On The Future of Psalms
[As a disclaimer I'd like to admit that I have no knowledge of the religious preference of the members of Mumford and Sons. I have not done research on this, and I don't believe it to be relevant to the conversation. So please don't take any assumptions you read about the band here as fact. I'd also like to say that in the course of writing this I strayed a good bit off of what I originally wanted to talk about. To get back on course would have required twice as much writing and extensive editing. I've decided to leave this as an example of randomness and choosing to come back to the topic at a later date.]
I am here to talk about the nature of worship as you may know it. Honestly I think there needs to be a re-definition of that very term, but I suppose I'll get to that later. I am writing this in response to what I believe is the greatest psalm to be written in recent memory, and released only a week ago. The song is called "I Will Wait" by the band Mumford and Sons, the first single from their upcoming album Babel.

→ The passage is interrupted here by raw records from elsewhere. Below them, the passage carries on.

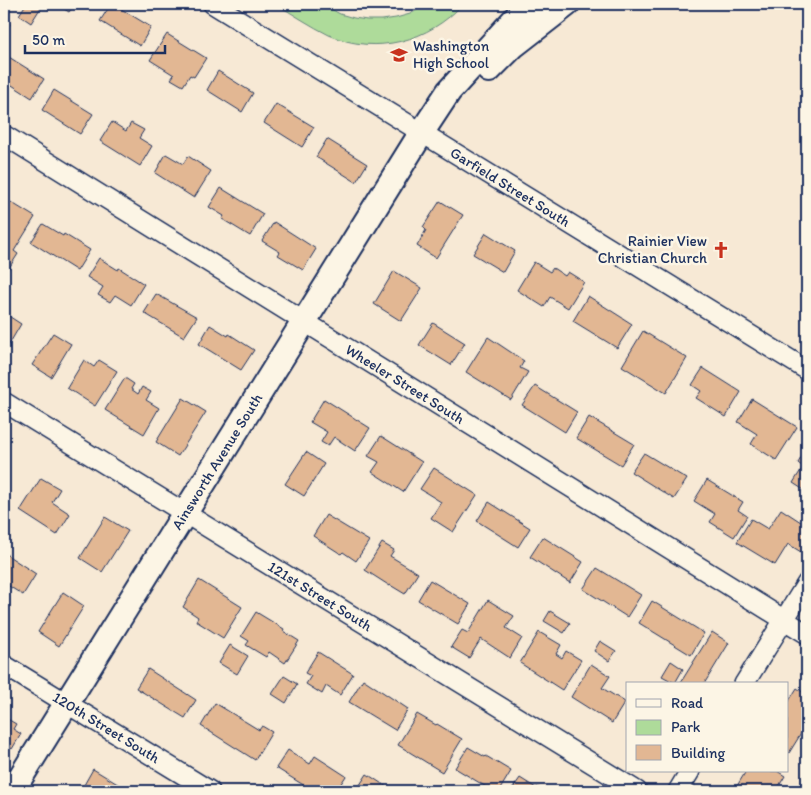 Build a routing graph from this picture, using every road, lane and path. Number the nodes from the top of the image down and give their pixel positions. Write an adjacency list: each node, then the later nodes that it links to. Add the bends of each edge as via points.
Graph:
1 (213, 4): 4 (street, Garfield Street South)
2 (532, 4): 4 (street, Ainsworth Avenue South, via 449,91)
3 (568, 4): 4 (street, Ainsworth Avenue South, via 513,46 453,107)
4 (422, 132): 6 (street, Ainsworth Avenue South); 7 (street, Garfield Street South)
5 (4, 135): 6 (street, Wheeler Street South)
6 (304, 321): 9 (street, Ainsworth Avenue South); 11 (street, Wheeler Street South)
7 (807, 370)
8 (4, 402): 9 (street, 121st Street South)
9 (185, 514): 15 (street, Ainsworth Avenue South); 19 (street, 121st Street South)
10 (807, 583): 11 (street)
11 (784, 620): 12 (street, Wheeler Street South); 14 (street)
12 (807, 634)
13 (4, 665): 15 (street, 120th Street South)
14 (745, 682)
15 (67, 704): 17 (street, Ainsworth Avenue South); 18 (street, 120th Street South)
16 (689, 772): 20 (street)
17 (12, 791)
18 (210, 791)
19 (637, 791)
20 (678, 791) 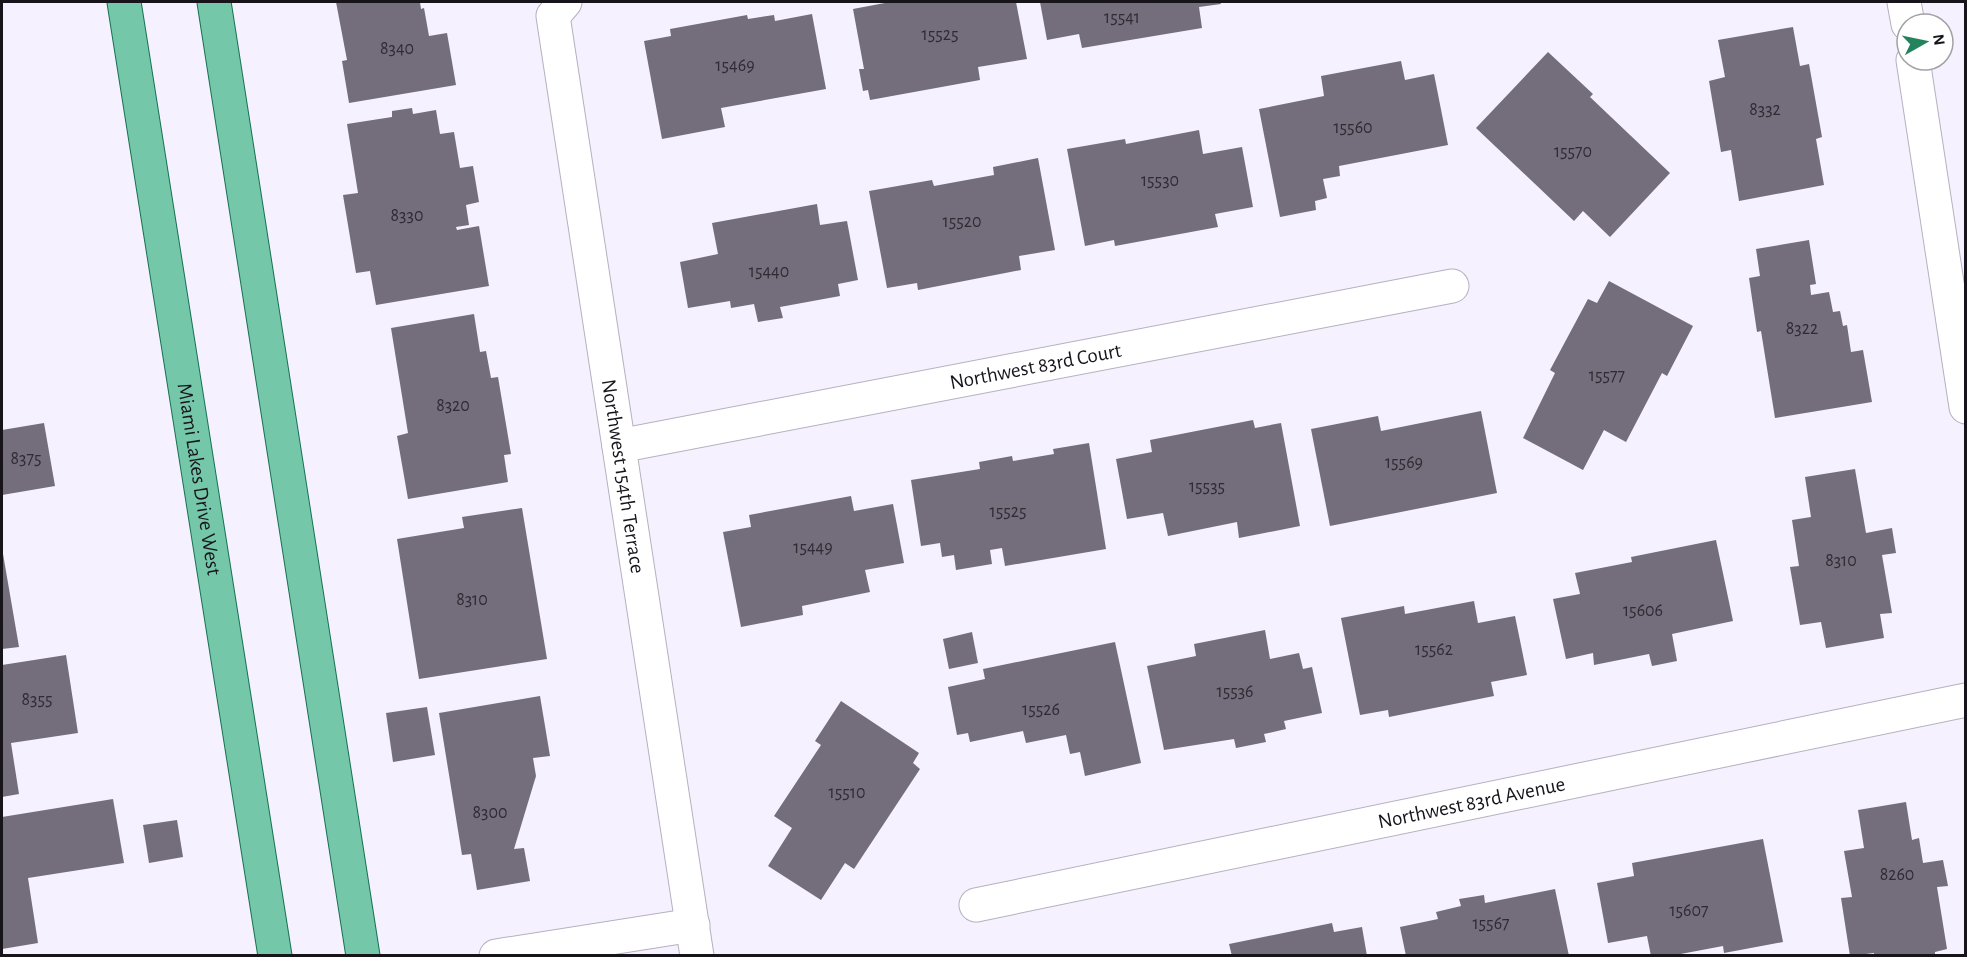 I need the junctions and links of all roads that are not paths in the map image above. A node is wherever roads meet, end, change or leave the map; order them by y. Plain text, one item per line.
1 (124, 2) edge
2 (214, 2) edge
3 (564, 2) edge
4 (1915, 72) edge
5 (1452, 286) dead end
6 (1965, 407) edge
7 (619, 446) junction
8 (1965, 700) edge
9 (976, 905) dead end
10 (695, 940) edge
11 (275, 956) edge
12 (363, 956) edge
13 (496, 956) edge

1 - 11 main road, Miami Lakes Drive West
2 - 12 main road
3 - 7 street, Northwest 154th Terrace
4 - 6 street
5 - 7 street, Northwest 83rd Court
7 - 10 street, Northwest 154th Terrace
8 - 9 street, Northwest 83rd Avenue
10 - 13 street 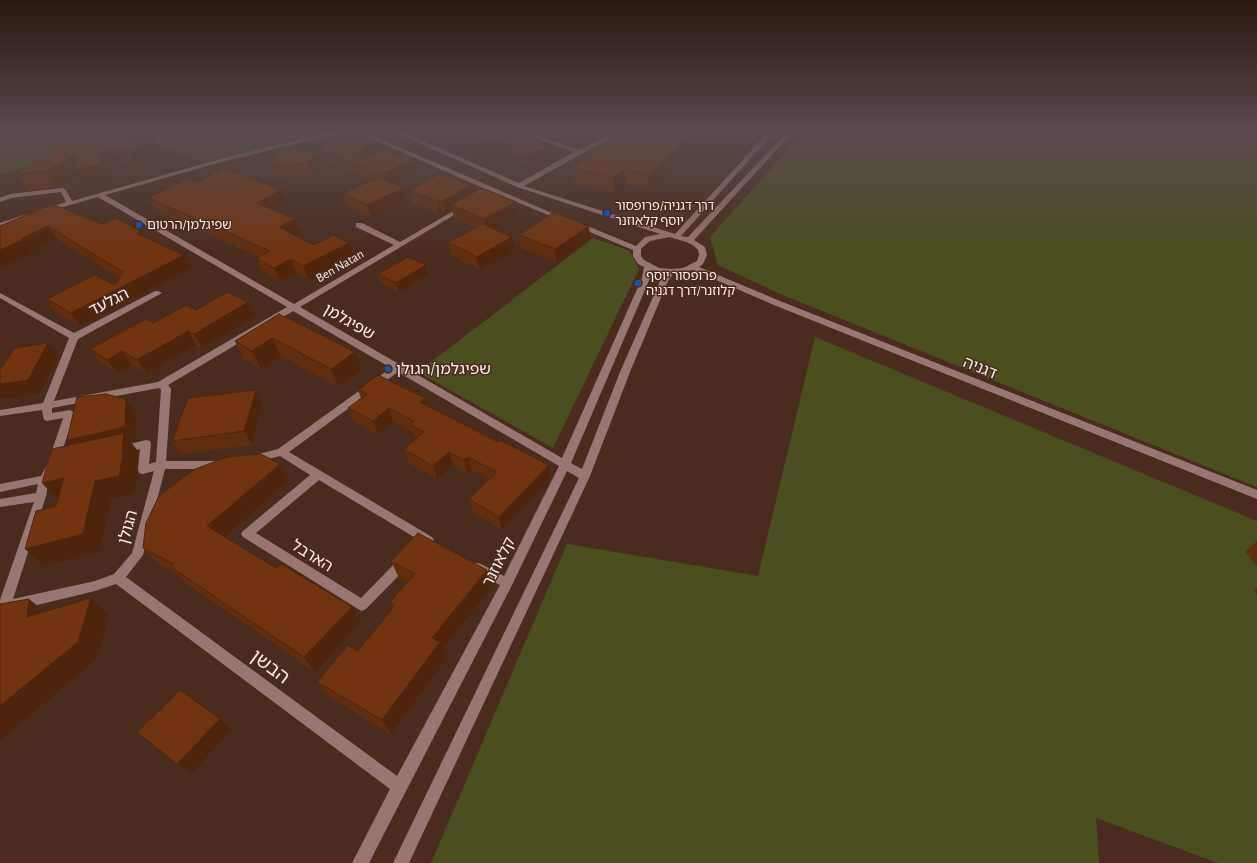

You can listen to it here:
Now why exactly do I believe this to be the greatest psalm ever written? Well besides the fact that it encapsulates a real connection between a human being and God, focusing on the forgiveness and life He grants, I call it the greatest because you probably didn't even realize it was a psalm. I bet that if you weren't paying attention closely, you wouldn't have noticed it was even about God at all, was even written TO God, actually. In fact, their previous album, Sigh No More, is full of songs like this, though not as blatant, speaking about the struggles and passions of humanity while relating it to the same God (not actually named) that Jesus talks about. Biblical values exist in their lyrics, which is totally uncommon from a band of their caliber, and only part of the reason why I love their music so much.
Mumford and Sons has subtly infiltrated mainstream music with what some christians might call "worship." I just call it truth.
Why do you think this has happened?
I believe it is because they're passionate. They have a gift that they aren't afraid of sharing. They are artists who aren't afraid to be vulnerable. They don't do it for their own glory. They do it for the sake of creation, because they have no other choice. This was written in their bones a long time ago. It wouldn't matter if they are playing at the Grammy's or a friend's living room, they would play with the same amount of gusto, the only way they know how, as if it were their last show, their last song, or their last note.
Honestly I can't claim any of the above to be true, but you know what, I would sure like to think it is.
What I do know is that I Will Wait is no ordinary song that's being talked about in the news, played on the radios, or memorized around the country. It's a song that describes and intimate relationship, or understanding, with the God that I know to be true. And it has been my passion for years to create songs exactly like it.
Recently I've been fed up with what's become known as the Christian and Gospel label, and I know that I'm not the only one that feels this way. Christian Music, as some of my friends have described it, doesn't make sense "because music cannot be 'saved'." I use the terms because it's convenient, and the way that the world has come to define such boundaries. However it has now become the cause of so much dissension. Christians and Churches will stay away from any music that does not carry these labels - or what they call secular - and have sometimes considered these things to be sinful. You'll see exaggerated versions of this in a recent movie/musical called "Rock of Ages" and you can bet it is one of the stupidest battles I've ever seen christians take on (If you don't count the recent Chick-Fil-A fiasco…((man I'm all sorts of current events up in here.))
Christians have also used this as a means of separating us from the rest of the world. Of keeping "our music" in the churches, during our "worship" hour, and making sure that every song that is written about God sound exactly the same. We have become redundant. We have become hopeless.
And then here we have a band that's not here to be overtly christian. Not trying to find a new way of doing things, or struggling to be relevant in the ever expanding sea of pop-culture. Not trying to be the next big thing. Using what they know, and without limiting themselves, they are creating music that speaks from the heart and resonates with the world - the sad reality of which we find our current existence.
And I'll be this is only the beginning.
Because it's my dream to see this change happen.
It's my goal to write music with these same sensibilities. The same way one would paint, dance, or create. I want to write songs that speak to the heart, and not just the mind.